Another potential energy source is the Turkmenistan–Afghanistan–Pakistan–India (TAPI) natural gas pipeline, an 1100-mile, $10 billion, project to ship 33 billion cubic meters of gas per year has seen numerous delays since the pipeline consortium was announced in late 2014. Construction started in early 2018 with a projected in-service date of 2021, but halted later that year after workers clearing the route were killed by unknown assailants. Also, the project’s $10 billion cost estimate is a decade old, and an update may cause further delay to the Asian Development Bank-funded effort. Turkmenistan will loan Afghanistan the funds for its share of the project, to be repaid from gas transit revenues.
Representatives of the government of Turkmenistan met Taliban officials in Afghanistan in October 2021, and the Taliban announced it will dedicate 30,000 troops to pipeline security. But in June 2023 the United Nations (UN) reported of conflict between Taliban Interior Minister Sirajuddin Haqqani, who is also leader of the Haqqani Network, and First Deputy Prime Minister Mullah Baradar.
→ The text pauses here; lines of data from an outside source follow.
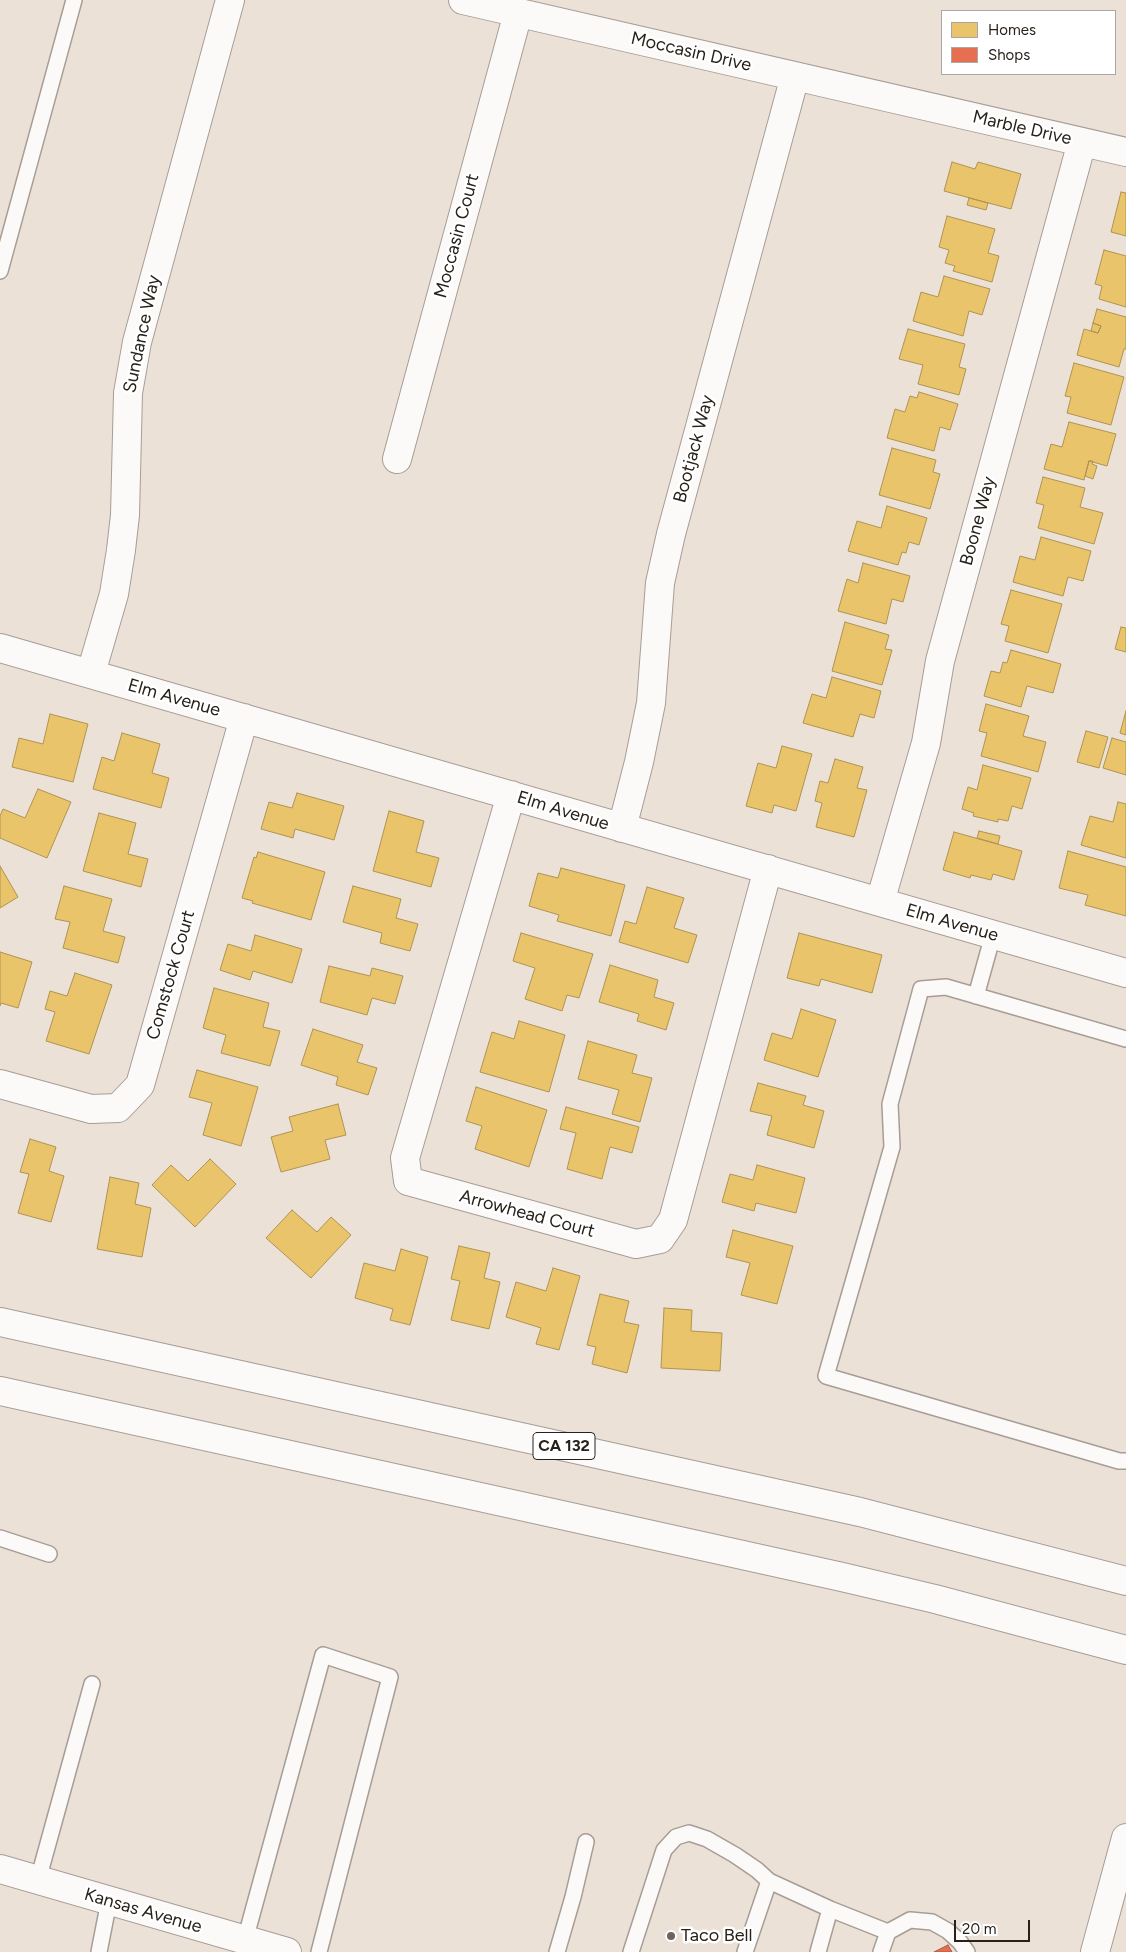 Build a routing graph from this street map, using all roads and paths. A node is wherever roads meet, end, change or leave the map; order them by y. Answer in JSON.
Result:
{"nodes":[{"id":1,"x":74,"y":0,"type":"edge"},
{"id":2,"x":230,"y":0,"type":"edge"},
{"id":3,"x":463,"y":0,"type":"edge"},
{"id":4,"x":518,"y":13,"type":"junction"},
{"id":5,"x":795,"y":76,"type":"junction"},
{"id":6,"x":919,"y":104,"type":"joint"},
{"id":7,"x":1082,"y":142,"type":"junction"},
{"id":8,"x":1126,"y":152,"type":"edge"},
{"id":9,"x":0,"y":271,"type":"edge"},
{"id":10,"x":397,"y":459,"type":"dead end"},
{"id":11,"x":0,"y":648,"type":"edge"},
{"id":12,"x":91,"y":673,"type":"junction"},
{"id":13,"x":244,"y":718,"type":"junction"},
{"id":14,"x":511,"y":795,"type":"junction"},
{"id":15,"x":622,"y":828,"type":"junction"},
{"id":16,"x":768,"y":869,"type":"junction"},
{"id":17,"x":880,"y":902,"type":"junction"},
{"id":18,"x":993,"y":935,"type":"junction"},
{"id":19,"x":1126,"y":973,"type":"edge"},
{"id":20,"x":976,"y":996,"type":"junction"},
{"id":21,"x":1126,"y":1039,"type":"edge"},
{"id":22,"x":0,"y":1084,"type":"edge"},
{"id":23,"x":0,"y":1322,"type":"edge"},
{"id":24,"x":0,"y":1391,"type":"edge"},
{"id":25,"x":1126,"y":1461,"type":"edge"},
{"id":26,"x":0,"y":1538,"type":"edge"},
{"id":27,"x":49,"y":1554,"type":"dead end"},
{"id":28,"x":1126,"y":1581,"type":"edge"},
{"id":29,"x":1126,"y":1650,"type":"edge"},
{"id":30,"x":92,"y":1684,"type":"dead end"},
{"id":31,"x":1126,"y":1838,"type":"edge"},
{"id":32,"x":586,"y":1842,"type":"dead end"},
{"id":33,"x":0,"y":1869,"type":"edge"},
{"id":34,"x":38,"y":1880,"type":"junction"},
{"id":35,"x":769,"y":1882,"type":"junction"},
{"id":36,"x":109,"y":1901,"type":"junction"},
{"id":37,"x":830,"y":1909,"type":"junction"},
{"id":38,"x":888,"y":1932,"type":"junction"},
{"id":39,"x":245,"y":1940,"type":"junction"},
{"id":40,"x":99,"y":1952,"type":"edge"},
{"id":41,"x":287,"y":1952,"type":"edge"},
{"id":42,"x":319,"y":1952,"type":"edge"},
{"id":43,"x":557,"y":1952,"type":"edge"},
{"id":44,"x":631,"y":1952,"type":"edge"},
{"id":45,"x":745,"y":1952,"type":"edge"},
{"id":46,"x":818,"y":1952,"type":"edge"},
{"id":47,"x":881,"y":1952,"type":"edge"},
{"id":48,"x":966,"y":1952,"type":"edge"},
{"id":49,"x":1096,"y":1952,"type":"edge"}],
"edges":[{"from":1,"to":9,"type":"lane"},
{"from":2,"to":12,"type":"main road","name":"Sundance Way"},
{"from":3,"to":4,"type":"main road","name":"Moccasin Drive"},
{"from":4,"to":5,"type":"main road","name":"Moccasin Drive"},
{"from":4,"to":10,"type":"main road","name":"Moccasin Court"},
{"from":5,"to":6,"type":"main road","name":"Moccasin Drive"},
{"from":5,"to":15,"type":"main road","name":"Bootjack Way"},
{"from":6,"to":7,"type":"main road","name":"Marble Drive"},
{"from":7,"to":8,"type":"main road","name":"Marble Drive"},
{"from":7,"to":17,"type":"main road","name":"Boone Way"},
{"from":11,"to":12,"type":"main road","name":"Elm Avenue"},
{"from":12,"to":13,"type":"main road","name":"Elm Avenue"},
{"from":13,"to":14,"type":"main road","name":"Elm Avenue"},
{"from":13,"to":22,"type":"main road","name":"Comstock Court"},
{"from":14,"to":15,"type":"main road","name":"Elm Avenue"},
{"from":14,"to":16,"type":"main road","name":"Arrowhead Court"},
{"from":15,"to":16,"type":"main road","name":"Elm Avenue"},
{"from":16,"to":17,"type":"main road","name":"Elm Avenue"},
{"from":17,"to":18,"type":"main road","name":"Elm Avenue"},
{"from":18,"to":19,"type":"main road","name":"Elm Avenue"},
{"from":18,"to":20,"type":"lane"},
{"from":20,"to":21,"type":"lane"},
{"from":20,"to":25,"type":"lane"},
{"from":23,"to":28,"type":"main road","number":"CA 132"},
{"from":24,"to":29,"type":"main road"},
{"from":26,"to":27,"type":"lane"},
{"from":30,"to":34,"type":"lane"},
{"from":31,"to":49,"type":"main road"},
{"from":32,"to":43,"type":"lane"},
{"from":33,"to":34,"type":"main road","name":"Kansas Avenue"},
{"from":34,"to":36,"type":"main road","name":"Kansas Avenue"},
{"from":35,"to":37,"type":"lane"},
{"from":35,"to":44,"type":"lane"},
{"from":35,"to":45,"type":"lane"},
{"from":36,"to":39,"type":"main road","name":"Kansas Avenue"},
{"from":36,"to":40,"type":"lane"},
{"from":37,"to":38,"type":"lane"},
{"from":37,"to":46,"type":"lane"},
{"from":38,"to":47,"type":"lane"},
{"from":38,"to":48,"type":"lane"},
{"from":39,"to":41,"type":"main road","name":"Kansas Avenue"},
{"from":39,"to":42,"type":"lane"}]}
Per the UN: “Haqqani is reportedly seeking to take under his control … the construction of the Afghan section of the Turkmenistan-Afghanistan-Pakistan-India gas pipeline.” If true, intramural competition among Taliban personalities may delay Turkmenistan’s desire to start TAPI and be less reliant on China, its primary gas customer, and worsen Pakistan’s energy deficit.
Despite the Taliban brawling, or maybe because of it, officials from Pakistan and Turkmenistan met in Islamabad in June and signed a Joint Implementation Plan committing both sides to speeding up implementation of TAPI.
Despite his arrest and imprisonment, Imran Khan is the probably most popular politician in Pakistan. And he has the support of many young people who feel “He’s fighting for our future” and want to live in a normal country, not an appendage of the military.
The revelation of the U.S. hand in Khan’s downfall at the time the failure of the pipeline project was disclosed will be a challenge to the military, security services, and the political establishment if they are seen as unable to get something of benefit from the U.S., while eagerly following Washington’s orders – what is known in the Philippines as an “Amboy.”
The generals probably know their usefulness to the Americans is wasting now that they aren’t needed to guard NATO supply routes to Afghanistan (or pretend they are doing something about the Taliban) so they will strive to preserve the relationship and the rent it provides. One way they are “doing the needful” is by continuing to supply ammunition to Ukraine.
Military-controlled businesses probably lost participation in building the pipeline but may be able to skim from the proceeds of increased liquified natural gas (LNG) imports, which will increase in the short term though Pakistan may have to pay a higher spot rate. The loss of Iranian natural gas may benefit the U.S. as it will try to create a dependency in Pakistan for American LNG, much as it did to Europe after the sabotage of Nord Stream, and the canceling of the EastMed pipeline, because of Washington’s objections on environmental grounds.
Pakistan may eventually move away from gas and quadruple domestic coal-fired power, but this will make its already-bad air quality even worse. If Pakistan decides to adopt substantiable and green electricity generation, that will open the door for China, the world’s leader in renewable power and supplier of solar panels (though they are made in Xinjiang, a target of U.S. sanctions.)
As they say, “It seemed like a good idea at the time.”